What is the difference between conduct disorder and oppositional defiant disorder?

ODD and CD are both disruptive behavior disorders, but they differ in severity and behavior type. ODD involves a pattern of angry/irritable mood (frequent temper outbursts, touchy or easily annoyed, angry and resentful), argumentative/defiant behavior (argues with authority figures, actively defies or refuses rules, deliberately annoys others, blames others for mistakes), and vindictiveness. ODD behaviors are primarily relational and oppositional but do not involve the violation of others' rights or major societal norms. Conduct disorder involves more severe behaviors in four categories: aggression toward people and animals (bullying, fighting, weapon use, physical cruelty), destruction of property, deceitfulness or theft, and serious rule violations (truancy, running away, staying out late despite prohibitions). CD is a more serious diagnostic category and is developmentally subtyped: childhood-onset (before age 10, associated with more severe and persistent patterns) vs. adolescent-onset (after age 10, often associated with peer influence and better prognosis). The callous-unemotional traits specifier identifies a subgroup at highest risk for persistent antisocial behavior.
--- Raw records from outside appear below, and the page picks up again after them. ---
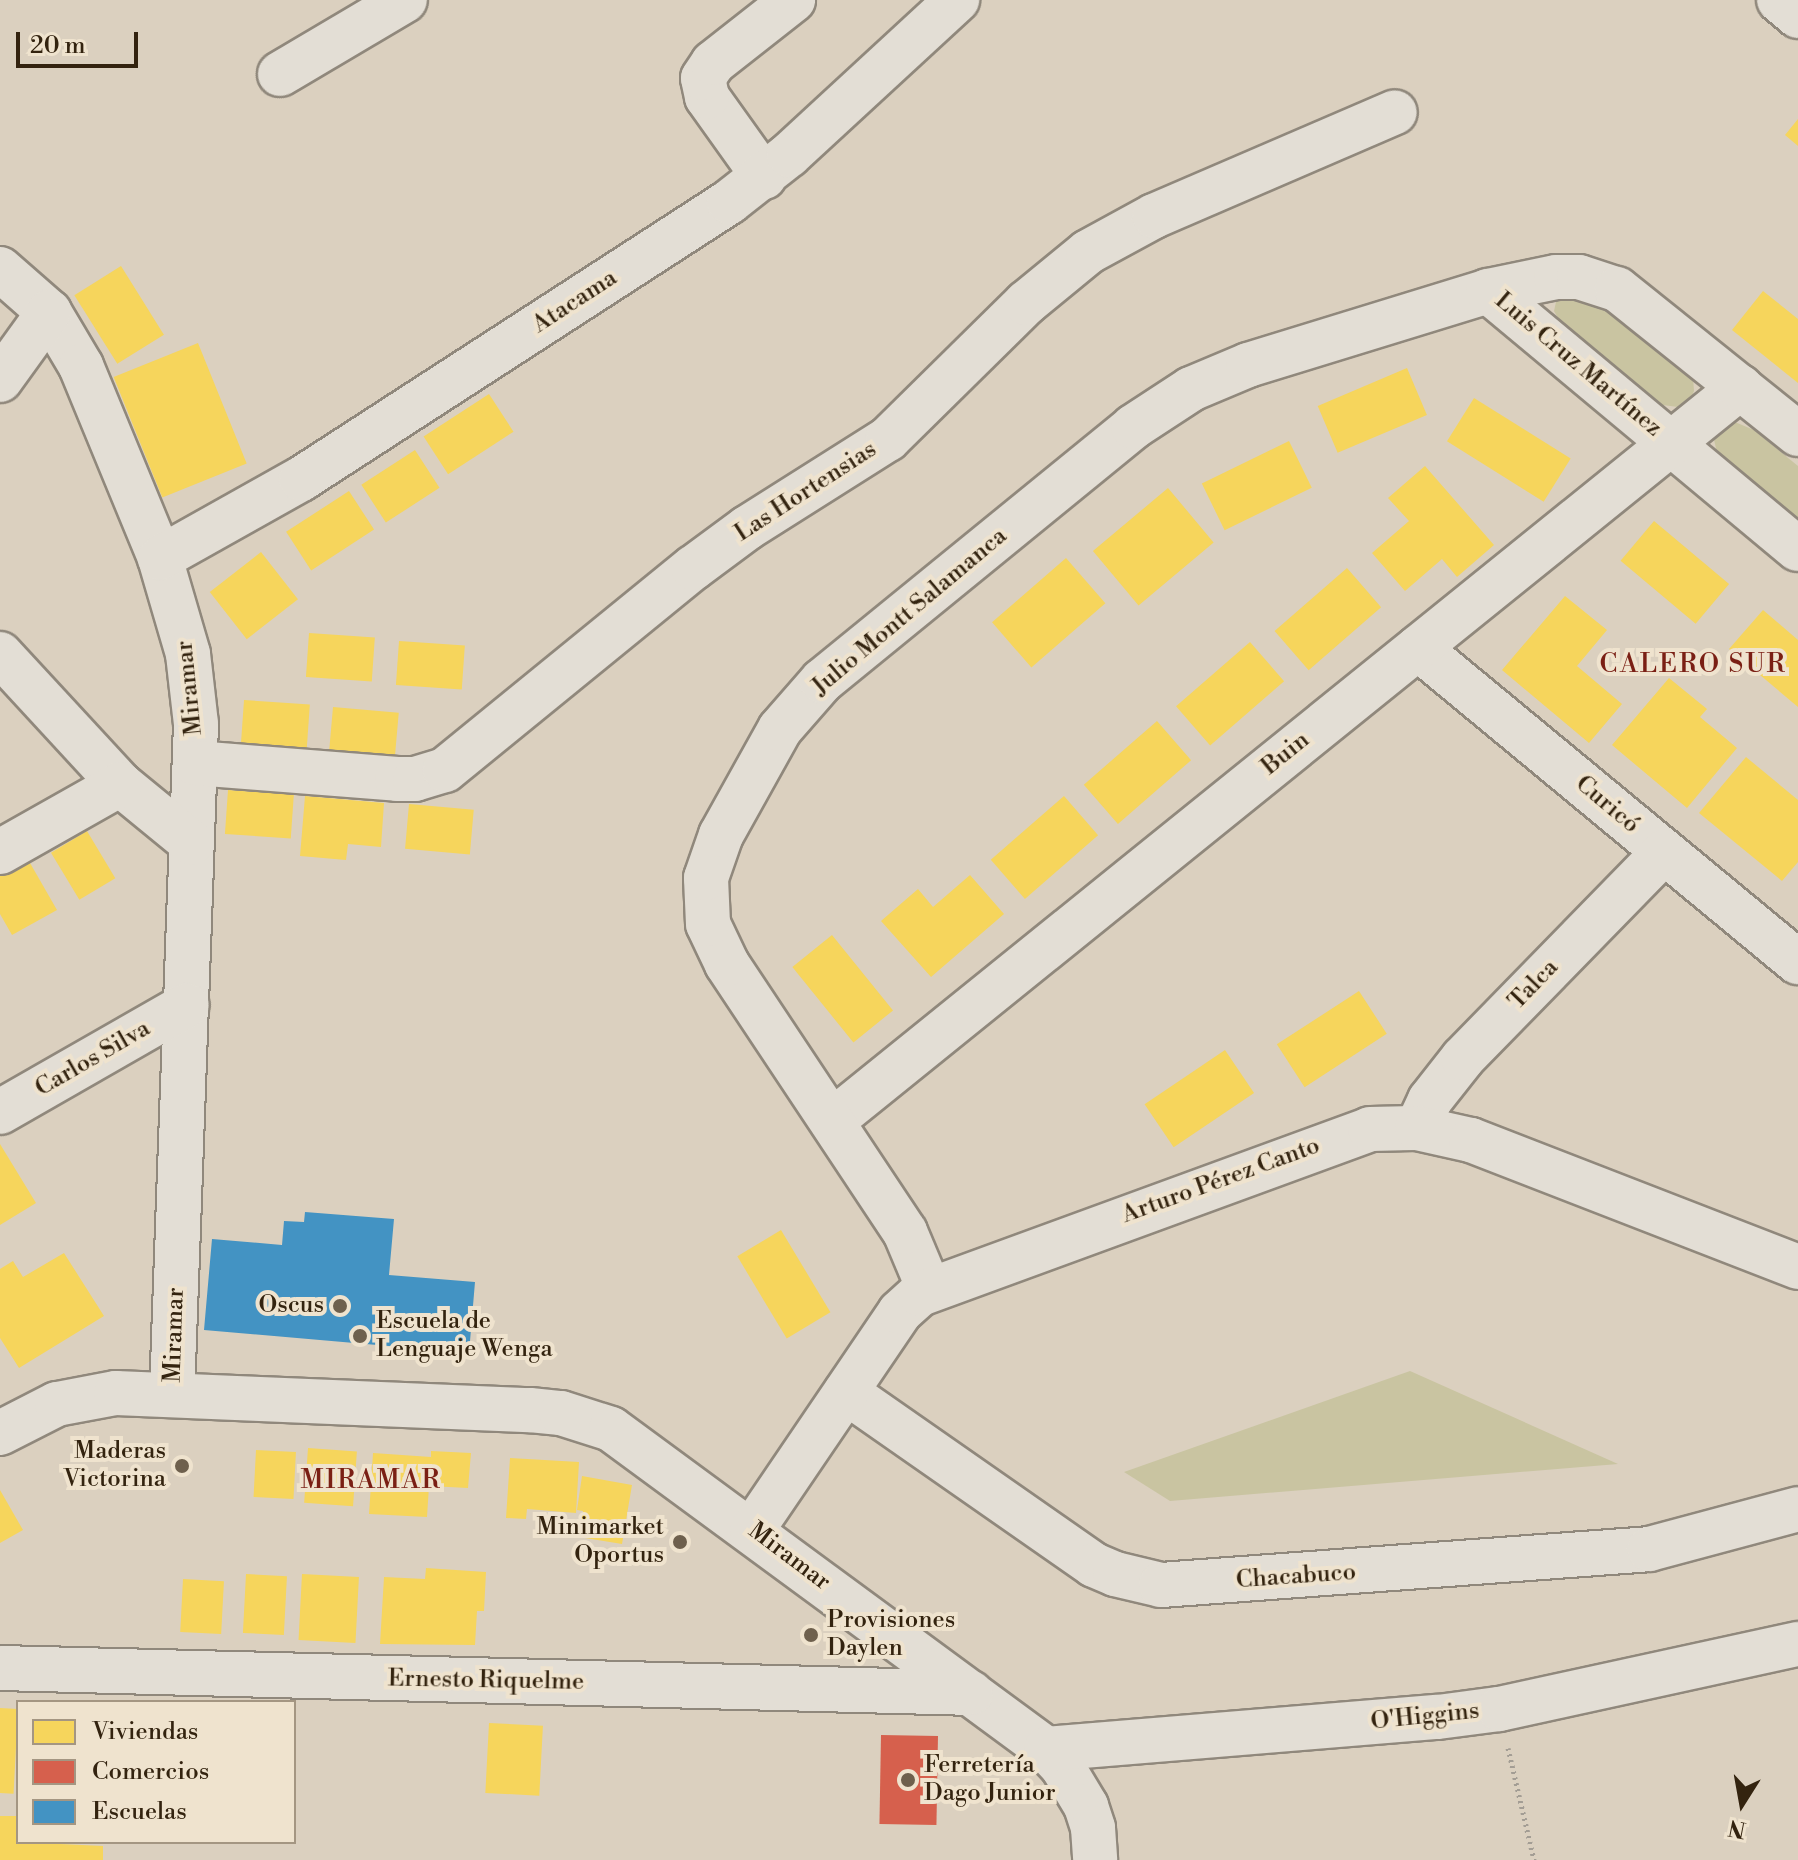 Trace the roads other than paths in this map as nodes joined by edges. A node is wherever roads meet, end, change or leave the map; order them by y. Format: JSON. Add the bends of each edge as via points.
{"nodes":[{"id":1,"x":405,"y":0,"type":"edge"},
{"id":2,"x":793,"y":0,"type":"edge"},
{"id":3,"x":957,"y":0,"type":"edge"},
{"id":4,"x":1779,"y":0,"type":"edge"},
{"id":5,"x":1798,"y":16,"type":"edge"},
{"id":6,"x":280,"y":74,"type":"dead end"},
{"id":7,"x":1395,"y":112,"type":"dead end"},
{"id":8,"x":764,"y":177,"type":"junction"},
{"id":9,"x":0,"y":269,"type":"edge"},
{"id":10,"x":1488,"y":291,"type":"junction"},
{"id":11,"x":49,"y":312,"type":"junction"},
{"id":12,"x":0,"y":380,"type":"edge"},
{"id":13,"x":1741,"y":387,"type":"junction"},
{"id":14,"x":1798,"y":434,"type":"edge"},
{"id":15,"x":1671,"y":444,"type":"junction"},
{"id":16,"x":1798,"y":549,"type":"edge"},
{"id":17,"x":160,"y":558,"type":"junction"},
{"id":18,"x":1418,"y":648,"type":"junction"},
{"id":19,"x":0,"y":654,"type":"edge"},
{"id":20,"x":195,"y":763,"type":"junction"},
{"id":21,"x":120,"y":784,"type":"junction"},
{"id":22,"x":192,"y":843,"type":"junction"},
{"id":23,"x":0,"y":852,"type":"edge"},
{"id":24,"x":1664,"y":852,"type":"junction"},
{"id":25,"x":1798,"y":962,"type":"edge"},
{"id":26,"x":187,"y":1005,"type":"junction"},
{"id":27,"x":0,"y":1112,"type":"edge"},
{"id":28,"x":832,"y":1121,"type":"junction"},
{"id":29,"x":1417,"y":1128,"type":"junction"},
{"id":30,"x":1798,"y":1267,"type":"edge"},
{"id":31,"x":929,"y":1289,"type":"junction"},
{"id":32,"x":846,"y":1392,"type":"junction"},
{"id":33,"x":172,"y":1394,"type":"junction"},
{"id":34,"x":0,"y":1433,"type":"edge"},
{"id":35,"x":1798,"y":1509,"type":"edge"},
{"id":36,"x":752,"y":1530,"type":"junction"},
{"id":37,"x":1798,"y":1644,"type":"edge"},
{"id":38,"x":0,"y":1668,"type":"edge"},
{"id":39,"x":971,"y":1693,"type":"junction"},
{"id":40,"x":1046,"y":1749,"type":"junction"},
{"id":41,"x":1095,"y":1860,"type":"edge"}],
"edges":[{"from":1,"to":6,"type":"street"},
{"from":2,"to":8,"type":"street","via":[[713,63],[703,78],[707,97]]},
{"from":3,"to":8,"type":"street","name":"Atacama"},
{"from":4,"to":5,"type":"street"},
{"from":7,"to":20,"type":"street","name":"Las Hortensias","via":[[1154,216],[1088,252],[1026,303],[888,439],[693,568],[445,770],[397,779]]},
{"from":8,"to":17,"type":"street","name":"Atacama","via":[[301,479]]},
{"from":9,"to":11,"type":"street","name":"Miramar"},
{"from":10,"to":13,"type":"street","name":"Luis Cruz Martínez","via":[[1556,277],[1602,283],[1631,297]]},
{"from":10,"to":15,"type":"street","name":"Luis Cruz Martínez"},
{"from":10,"to":28,"type":"street","name":"Julio Montt Salamanca","via":[[1248,365],[1161,407],[822,681],[780,729],[711,856],[704,902],[721,955]]},
{"from":11,"to":12,"type":"street"},
{"from":11,"to":17,"type":"street","name":"Miramar","via":[[81,366]]},
{"from":13,"to":14,"type":"street","name":"Luis Cruz Martínez"},
{"from":13,"to":15,"type":"street","name":"Buin"},
{"from":15,"to":16,"type":"street","name":"Luis Cruz Martínez"},
{"from":15,"to":18,"type":"street","name":"Buin"},
{"from":17,"to":20,"type":"street","name":"Miramar","via":[[188,654]]},
{"from":18,"to":24,"type":"street","name":"Curicó"},
{"from":18,"to":28,"type":"street","name":"Buin"},
{"from":19,"to":21,"type":"street"},
{"from":20,"to":22,"type":"street","name":"Miramar"},
{"from":21,"to":22,"type":"street"},
{"from":21,"to":23,"type":"street"},
{"from":22,"to":26,"type":"street","name":"Miramar"},
{"from":24,"to":25,"type":"street","name":"Curicó"},
{"from":24,"to":29,"type":"street","name":"Talca","via":[[1463,1058],[1430,1100]]},
{"from":26,"to":27,"type":"street","name":"Carlos Silva"},
{"from":26,"to":33,"type":"street","name":"Miramar"},
{"from":28,"to":31,"type":"street","name":"Julio Montt Salamanca","via":[[905,1232]]},
{"from":29,"to":30,"type":"street","name":"Arturo Pérez Canto","via":[[1518,1156]]},
{"from":29,"to":31,"type":"street","name":"Arturo Pérez Canto","via":[[1390,1126],[1351,1134]]},
{"from":31,"to":32,"type":"street","name":"Arturo Pérez Canto","via":[[900,1312]]},
{"from":32,"to":35,"type":"street","name":"Chacabuco","via":[[1094,1565],[1161,1585],[1635,1550]]},
{"from":32,"to":36,"type":"street","name":"Arturo Pérez Canto"},
{"from":33,"to":34,"type":"street","via":[[84,1396],[31,1414]]},
{"from":33,"to":36,"type":"street","name":"Miramar","via":[[561,1413],[631,1441]]},
{"from":36,"to":39,"type":"street","name":"Miramar"},
{"from":37,"to":40,"type":"street","name":"O'Higgins","via":[[1499,1709]]},
{"from":38,"to":39,"type":"street","name":"Ernesto Riquelme"},
{"from":39,"to":40,"type":"street","name":"Miramar"},
{"from":40,"to":41,"type":"street","name":"Miramar","via":[[1086,1806]]}]}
What are the levels of support in autism spectrum disorder diagnosis?

The DSM-5-TR classifies ASD severity using three levels based on the degree of support needed. Level 1 ("Requiring support") describes individuals who, without support, show noticeable social communication deficits — difficulty initiating social interactions, atypical or unsuccessful responses to social overtures, apparent decreased interest in social interactions — and restricted/repetitive behaviors that interfere with functioning in some contexts. Level 2 ("Requiring substantial support") describes individuals with marked deficits in verbal and nonverbal social communication, limited social interactions even with support, and restricted/repetitive behaviors that are frequent enough to be obvious and interfere with functioning across multiple contexts. Level 3 ("Requiring very substantial support") describes individuals with severe social communication deficits, very limited initiation and minimal response to social overtures, and restricted/repetitive behaviors that markedly interfere with all domains of functioning. These levels are assessed separately for social communication and restricted/repetitive behaviors, as a child might have different support needs in each domain.